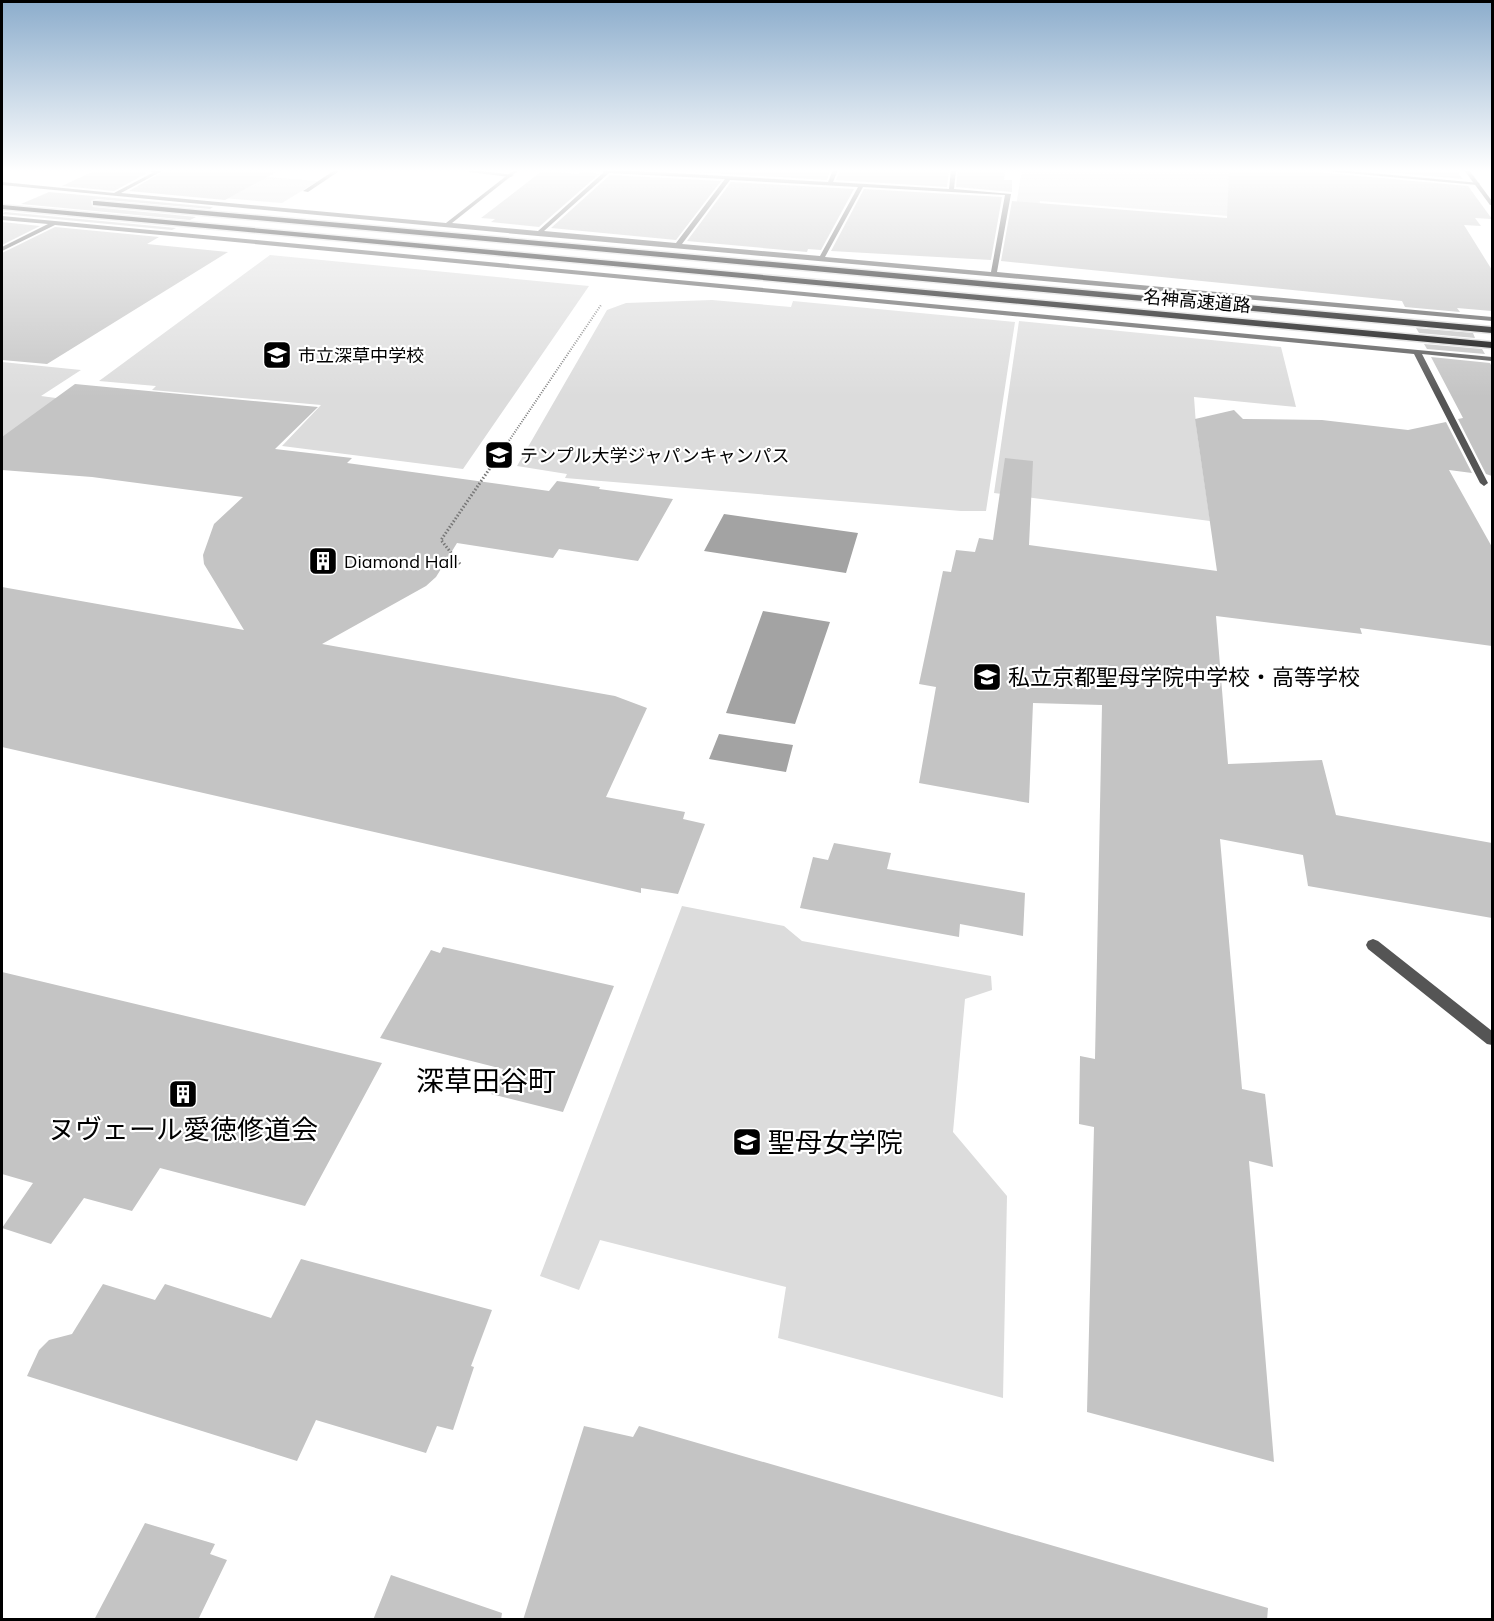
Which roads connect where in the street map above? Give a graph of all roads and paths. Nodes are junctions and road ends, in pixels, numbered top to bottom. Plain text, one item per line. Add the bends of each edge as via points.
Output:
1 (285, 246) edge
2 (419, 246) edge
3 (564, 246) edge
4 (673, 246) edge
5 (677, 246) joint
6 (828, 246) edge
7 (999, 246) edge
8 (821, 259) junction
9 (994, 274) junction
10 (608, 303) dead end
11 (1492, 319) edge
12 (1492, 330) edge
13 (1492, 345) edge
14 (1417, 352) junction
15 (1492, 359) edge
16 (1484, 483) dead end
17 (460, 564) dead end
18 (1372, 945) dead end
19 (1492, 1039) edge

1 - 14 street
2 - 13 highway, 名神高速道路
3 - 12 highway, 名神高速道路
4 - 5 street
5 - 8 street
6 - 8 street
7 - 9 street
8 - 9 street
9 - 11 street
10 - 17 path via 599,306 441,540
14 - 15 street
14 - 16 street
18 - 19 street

§ **Exercise instructions**
Reproduce every entry word for word, but omit the pictures.

§ **Problem solution**
Which roads connect where in the street map above? Give a graph of all roads and paths. Nodes are junctions and road ends, in pixels, numbered top to bottom. Plain text, one item per line. Add the bends of each edge as via points.
Output:
1 (285, 246) edge
2 (419, 246) edge
3 (564, 246) edge
4 (673, 246) edge
5 (677, 246) joint
6 (828, 246) edge
7 (999, 246) edge
8 (821, 259) junction
9 (994, 274) junction
10 (608, 303) dead end
11 (1492, 319) edge
12 (1492, 330) edge
13 (1492, 345) edge
14 (1417, 352) junction
15 (1492, 359) edge
16 (1484, 483) dead end
17 (460, 564) dead end
18 (1372, 945) dead end
19 (1492, 1039) edge

1 - 14 street
2 - 13 highway, 名神高速道路
3 - 12 highway, 名神高速道路
4 - 5 street
5 - 8 street
6 - 8 street
7 - 9 street
8 - 9 street
9 - 11 street
10 - 17 path via 599,306 441,540
14 - 15 street
14 - 16 street
18 - 19 street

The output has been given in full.